We will remember 2009 as a year that saw the powerhouses of Wall Street on their knees, and one which exposed more than ever the interconnected dependence of the global economies.  

After the avalanche of bad economic and financial news, where free-falling stock market prices served as the visual reminders of how bad things were getting, the close of summer seems to have brought a much appreciated lull (at least for the time being) in the turbulent economic reports that permeated the first half of 2009. News of recovery is cautiously and slowly trickling through. In contrast, the cloud of uncertainty that quickly spread its shadow over the human aspect of the crisis continues.

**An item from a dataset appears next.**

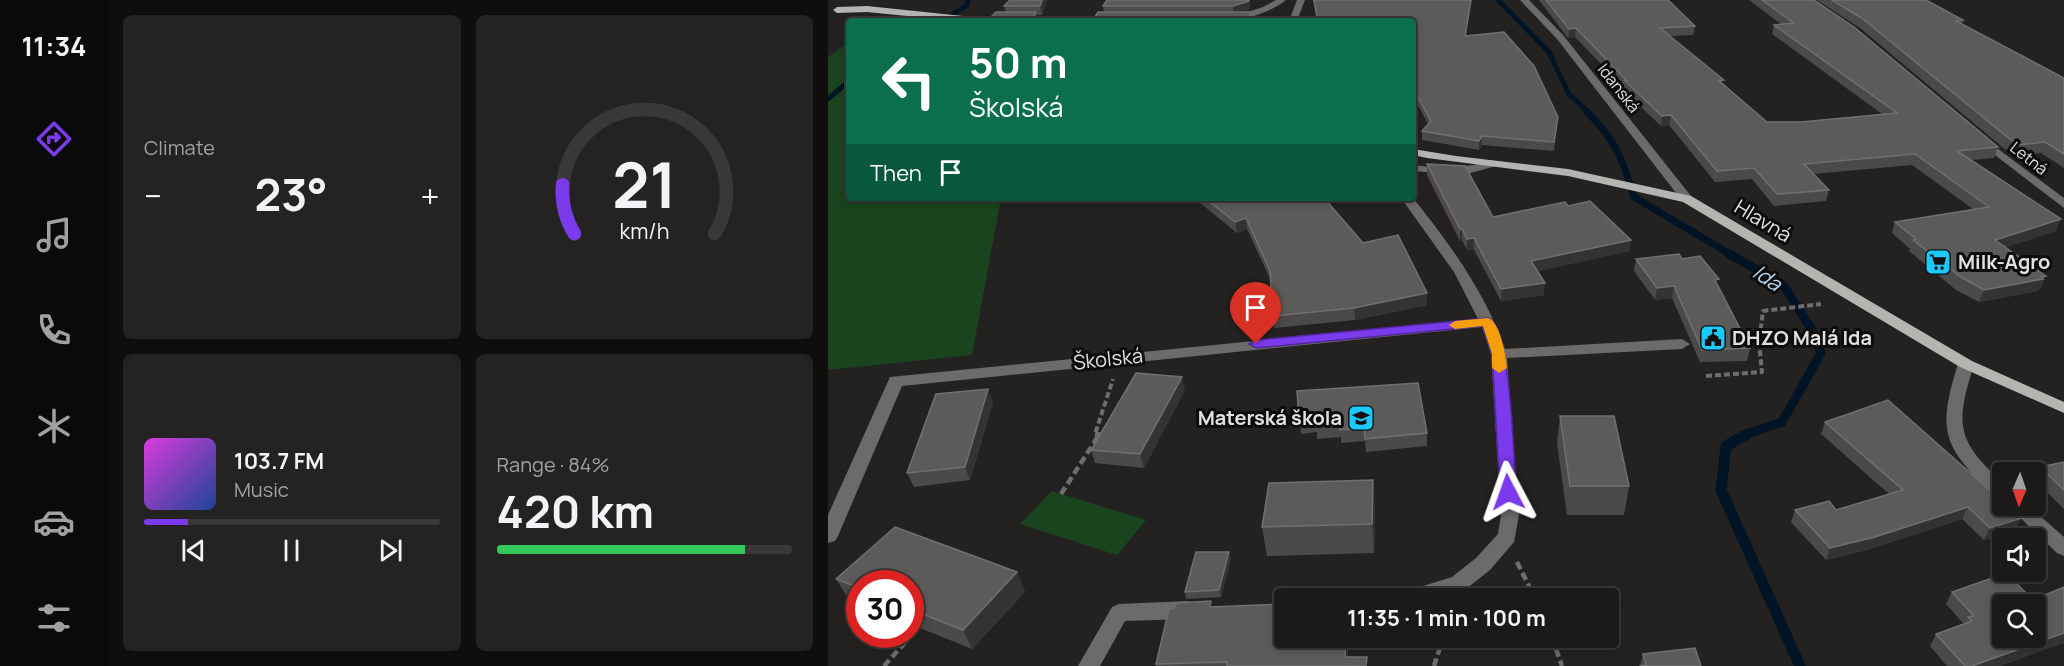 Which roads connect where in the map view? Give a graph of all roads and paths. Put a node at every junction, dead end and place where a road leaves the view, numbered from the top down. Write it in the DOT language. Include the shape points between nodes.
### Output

During a recent conference in Amsterdam, where the creative industry gathered to discuss ways to weather this storm, Sir Ken Robinson, an expert on creativity and education, described the situation as a human resource crisis taking place parallel to the much publicised financial and economic crisis; a crisis that has already been going on for some time, originating with education systems world-wide that systematically educate our children out of their creativity. Robinson also observes that we are in the middle of nothing less than a revolution – a technological revolution that is profoundly changing the face of the earth and a digital culture that is re-organising human relations on par with 20th century industrial revolution. Therefore, we need to fundamentally rethink our system of human resources and despite the technological nature of this ‘revolution’

 

Robinson’s advice is to make more of the people inside organisations.
One of the consequences resulting from the financial and economic crisis is the space now available to re-evaluate the working principles of the economy in all its aspects, including labour relations. Not long ago maximising stakeholders’ profit was the central driving force around which most companies and businesses were configured.